### WHAT IS REQUIRED
An exact copy of all the records is the expected answer.

*** Begin section ***

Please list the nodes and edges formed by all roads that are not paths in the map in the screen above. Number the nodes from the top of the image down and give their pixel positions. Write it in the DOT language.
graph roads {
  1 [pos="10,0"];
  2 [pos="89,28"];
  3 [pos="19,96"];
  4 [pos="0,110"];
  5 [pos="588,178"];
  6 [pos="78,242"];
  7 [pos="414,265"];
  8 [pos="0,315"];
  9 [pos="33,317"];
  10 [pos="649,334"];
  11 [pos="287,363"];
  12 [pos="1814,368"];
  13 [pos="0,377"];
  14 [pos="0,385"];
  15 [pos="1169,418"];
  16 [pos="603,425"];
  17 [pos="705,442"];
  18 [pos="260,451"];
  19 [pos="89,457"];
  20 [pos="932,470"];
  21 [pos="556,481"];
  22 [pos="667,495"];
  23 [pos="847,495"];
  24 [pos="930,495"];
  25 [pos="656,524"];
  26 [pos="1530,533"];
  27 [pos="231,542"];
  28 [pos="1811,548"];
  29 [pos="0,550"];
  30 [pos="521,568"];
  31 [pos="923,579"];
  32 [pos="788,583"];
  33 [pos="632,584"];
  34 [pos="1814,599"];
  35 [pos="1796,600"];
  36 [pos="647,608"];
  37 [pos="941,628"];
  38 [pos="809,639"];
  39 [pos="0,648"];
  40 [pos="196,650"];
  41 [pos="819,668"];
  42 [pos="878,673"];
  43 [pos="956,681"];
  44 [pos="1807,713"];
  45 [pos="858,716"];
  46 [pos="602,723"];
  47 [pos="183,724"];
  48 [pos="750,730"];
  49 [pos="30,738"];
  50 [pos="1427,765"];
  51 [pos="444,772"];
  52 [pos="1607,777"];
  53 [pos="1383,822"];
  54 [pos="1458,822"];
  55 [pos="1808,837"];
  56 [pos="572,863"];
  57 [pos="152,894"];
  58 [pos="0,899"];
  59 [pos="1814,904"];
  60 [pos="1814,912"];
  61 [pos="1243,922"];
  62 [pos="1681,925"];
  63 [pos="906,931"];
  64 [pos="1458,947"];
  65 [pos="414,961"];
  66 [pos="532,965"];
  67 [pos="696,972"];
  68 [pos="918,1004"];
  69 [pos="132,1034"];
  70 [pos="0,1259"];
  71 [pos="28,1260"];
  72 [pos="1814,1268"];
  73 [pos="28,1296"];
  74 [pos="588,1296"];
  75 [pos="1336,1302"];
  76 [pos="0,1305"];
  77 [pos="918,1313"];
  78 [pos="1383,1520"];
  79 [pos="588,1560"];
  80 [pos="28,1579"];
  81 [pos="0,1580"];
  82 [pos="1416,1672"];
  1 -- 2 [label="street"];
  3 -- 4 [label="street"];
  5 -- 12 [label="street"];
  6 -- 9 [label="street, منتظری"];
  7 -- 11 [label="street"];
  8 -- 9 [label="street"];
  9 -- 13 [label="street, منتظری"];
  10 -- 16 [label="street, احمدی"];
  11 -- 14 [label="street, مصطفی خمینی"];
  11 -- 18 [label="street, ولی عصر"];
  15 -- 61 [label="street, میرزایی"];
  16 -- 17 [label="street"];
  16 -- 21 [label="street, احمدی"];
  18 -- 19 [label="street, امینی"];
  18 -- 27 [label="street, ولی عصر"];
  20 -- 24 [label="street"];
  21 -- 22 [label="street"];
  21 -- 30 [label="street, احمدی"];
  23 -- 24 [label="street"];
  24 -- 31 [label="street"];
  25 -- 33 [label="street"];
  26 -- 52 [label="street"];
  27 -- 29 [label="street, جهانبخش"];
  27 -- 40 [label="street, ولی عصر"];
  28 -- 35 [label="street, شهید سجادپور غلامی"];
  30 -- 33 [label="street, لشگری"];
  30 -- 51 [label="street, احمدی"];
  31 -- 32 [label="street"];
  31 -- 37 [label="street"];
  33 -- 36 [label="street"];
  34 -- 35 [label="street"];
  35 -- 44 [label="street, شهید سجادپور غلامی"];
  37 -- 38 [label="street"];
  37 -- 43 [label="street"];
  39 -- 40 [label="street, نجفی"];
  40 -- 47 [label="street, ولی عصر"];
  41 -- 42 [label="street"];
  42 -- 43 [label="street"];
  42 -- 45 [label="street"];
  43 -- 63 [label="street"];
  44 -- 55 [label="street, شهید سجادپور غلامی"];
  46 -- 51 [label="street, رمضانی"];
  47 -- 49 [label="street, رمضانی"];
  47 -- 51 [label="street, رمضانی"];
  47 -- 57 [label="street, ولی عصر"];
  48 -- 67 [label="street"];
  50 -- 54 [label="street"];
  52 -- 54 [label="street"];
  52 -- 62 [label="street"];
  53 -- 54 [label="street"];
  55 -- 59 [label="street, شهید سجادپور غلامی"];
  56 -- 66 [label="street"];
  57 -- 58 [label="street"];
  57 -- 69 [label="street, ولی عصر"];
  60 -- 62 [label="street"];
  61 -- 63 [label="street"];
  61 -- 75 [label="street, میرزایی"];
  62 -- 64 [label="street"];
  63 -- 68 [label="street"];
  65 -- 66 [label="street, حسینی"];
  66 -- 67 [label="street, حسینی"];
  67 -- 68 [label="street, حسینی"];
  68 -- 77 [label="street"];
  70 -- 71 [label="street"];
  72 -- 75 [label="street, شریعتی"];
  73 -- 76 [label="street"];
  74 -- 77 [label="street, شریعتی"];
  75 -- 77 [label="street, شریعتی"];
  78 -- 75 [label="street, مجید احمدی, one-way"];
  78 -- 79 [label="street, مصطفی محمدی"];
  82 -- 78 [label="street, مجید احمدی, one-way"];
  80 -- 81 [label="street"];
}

*** End section ***

### COMPLETED EXERCISE
Please list the nodes and edges formed by all roads that are not paths in the map in the screen above. Number the nodes from the top of the image down and give their pixel positions. Write it in the DOT language.
graph roads {
  1 [pos="10,0"];
  2 [pos="89,28"];
  3 [pos="19,96"];
  4 [pos="0,110"];
  5 [pos="588,178"];
  6 [pos="78,242"];
  7 [pos="414,265"];
  8 [pos="0,315"];
  9 [pos="33,317"];
  10 [pos="649,334"];
  11 [pos="287,363"];
  12 [pos="1814,368"];
  13 [pos="0,377"];
  14 [pos="0,385"];
  15 [pos="1169,418"];
  16 [pos="603,425"];
  17 [pos="705,442"];
  18 [pos="260,451"];
  19 [pos="89,457"];
  20 [pos="932,470"];
  21 [pos="556,481"];
  22 [pos="667,495"];
  23 [pos="847,495"];
  24 [pos="930,495"];
  25 [pos="656,524"];
  26 [pos="1530,533"];
  27 [pos="231,542"];
  28 [pos="1811,548"];
  29 [pos="0,550"];
  30 [pos="521,568"];
  31 [pos="923,579"];
  32 [pos="788,583"];
  33 [pos="632,584"];
  34 [pos="1814,599"];
  35 [pos="1796,600"];
  36 [pos="647,608"];
  37 [pos="941,628"];
  38 [pos="809,639"];
  39 [pos="0,648"];
  40 [pos="196,650"];
  41 [pos="819,668"];
  42 [pos="878,673"];
  43 [pos="956,681"];
  44 [pos="1807,713"];
  45 [pos="858,716"];
  46 [pos="602,723"];
  47 [pos="183,724"];
  48 [pos="750,730"];
  49 [pos="30,738"];
  50 [pos="1427,765"];
  51 [pos="444,772"];
  52 [pos="1607,777"];
  53 [pos="1383,822"];
  54 [pos="1458,822"];
  55 [pos="1808,837"];
  56 [pos="572,863"];
  57 [pos="152,894"];
  58 [pos="0,899"];
  59 [pos="1814,904"];
  60 [pos="1814,912"];
  61 [pos="1243,922"];
  62 [pos="1681,925"];
  63 [pos="906,931"];
  64 [pos="1458,947"];
  65 [pos="414,961"];
  66 [pos="532,965"];
  67 [pos="696,972"];
  68 [pos="918,1004"];
  69 [pos="132,1034"];
  70 [pos="0,1259"];
  71 [pos="28,1260"];
  72 [pos="1814,1268"];
  73 [pos="28,1296"];
  74 [pos="588,1296"];
  75 [pos="1336,1302"];
  76 [pos="0,1305"];
  77 [pos="918,1313"];
  78 [pos="1383,1520"];
  79 [pos="588,1560"];
  80 [pos="28,1579"];
  81 [pos="0,1580"];
  82 [pos="1416,1672"];
  1 -- 2 [label="street"];
  3 -- 4 [label="street"];
  5 -- 12 [label="street"];
  6 -- 9 [label="street, منتظری"];
  7 -- 11 [label="street"];
  8 -- 9 [label="street"];
  9 -- 13 [label="street, منتظری"];
  10 -- 16 [label="street, احمدی"];
  11 -- 14 [label="street, مصطفی خمینی"];
  11 -- 18 [label="street, ولی عصر"];
  15 -- 61 [label="street, میرزایی"];
  16 -- 17 [label="street"];
  16 -- 21 [label="street, احمدی"];
  18 -- 19 [label="street, امینی"];
  18 -- 27 [label="street, ولی عصر"];
  20 -- 24 [label="street"];
  21 -- 22 [label="street"];
  21 -- 30 [label="street, احمدی"];
  23 -- 24 [label="street"];
  24 -- 31 [label="street"];
  25 -- 33 [label="street"];
  26 -- 52 [label="street"];
  27 -- 29 [label="street, جهانبخش"];
  27 -- 40 [label="street, ولی عصر"];
  28 -- 35 [label="street, شهید سجادپور غلامی"];
  30 -- 33 [label="street, لشگری"];
  30 -- 51 [label="street, احمدی"];
  31 -- 32 [label="street"];
  31 -- 37 [label="street"];
  33 -- 36 [label="street"];
  34 -- 35 [label="street"];
  35 -- 44 [label="street, شهید سجادپور غلامی"];
  37 -- 38 [label="street"];
  37 -- 43 [label="street"];
  39 -- 40 [label="street, نجفی"];
  40 -- 47 [label="street, ولی عصر"];
  41 -- 42 [label="street"];
  42 -- 43 [label="street"];
  42 -- 45 [label="street"];
  43 -- 63 [label="street"];
  44 -- 55 [label="street, شهید سجادپور غلامی"];
  46 -- 51 [label="street, رمضانی"];
  47 -- 49 [label="street, رمضانی"];
  47 -- 51 [label="street, رمضانی"];
  47 -- 57 [label="street, ولی عصر"];
  48 -- 67 [label="street"];
  50 -- 54 [label="street"];
  52 -- 54 [label="street"];
  52 -- 62 [label="street"];
  53 -- 54 [label="street"];
  55 -- 59 [label="street, شهید سجادپور غلامی"];
  56 -- 66 [label="street"];
  57 -- 58 [label="street"];
  57 -- 69 [label="street, ولی عصر"];
  60 -- 62 [label="street"];
  61 -- 63 [label="street"];
  61 -- 75 [label="street, میرزایی"];
  62 -- 64 [label="street"];
  63 -- 68 [label="street"];
  65 -- 66 [label="street, حسینی"];
  66 -- 67 [label="street, حسینی"];
  67 -- 68 [label="street, حسینی"];
  68 -- 77 [label="street"];
  70 -- 71 [label="street"];
  72 -- 75 [label="street, شریعتی"];
  73 -- 76 [label="street"];
  74 -- 77 [label="street, شریعتی"];
  75 -- 77 [label="street, شریعتی"];
  78 -- 75 [label="street, مجید احمدی, one-way"];
  78 -- 79 [label="street, مصطفی محمدی"];
  82 -- 78 [label="street, مجید احمدی, one-way"];
  80 -- 81 [label="street"];
}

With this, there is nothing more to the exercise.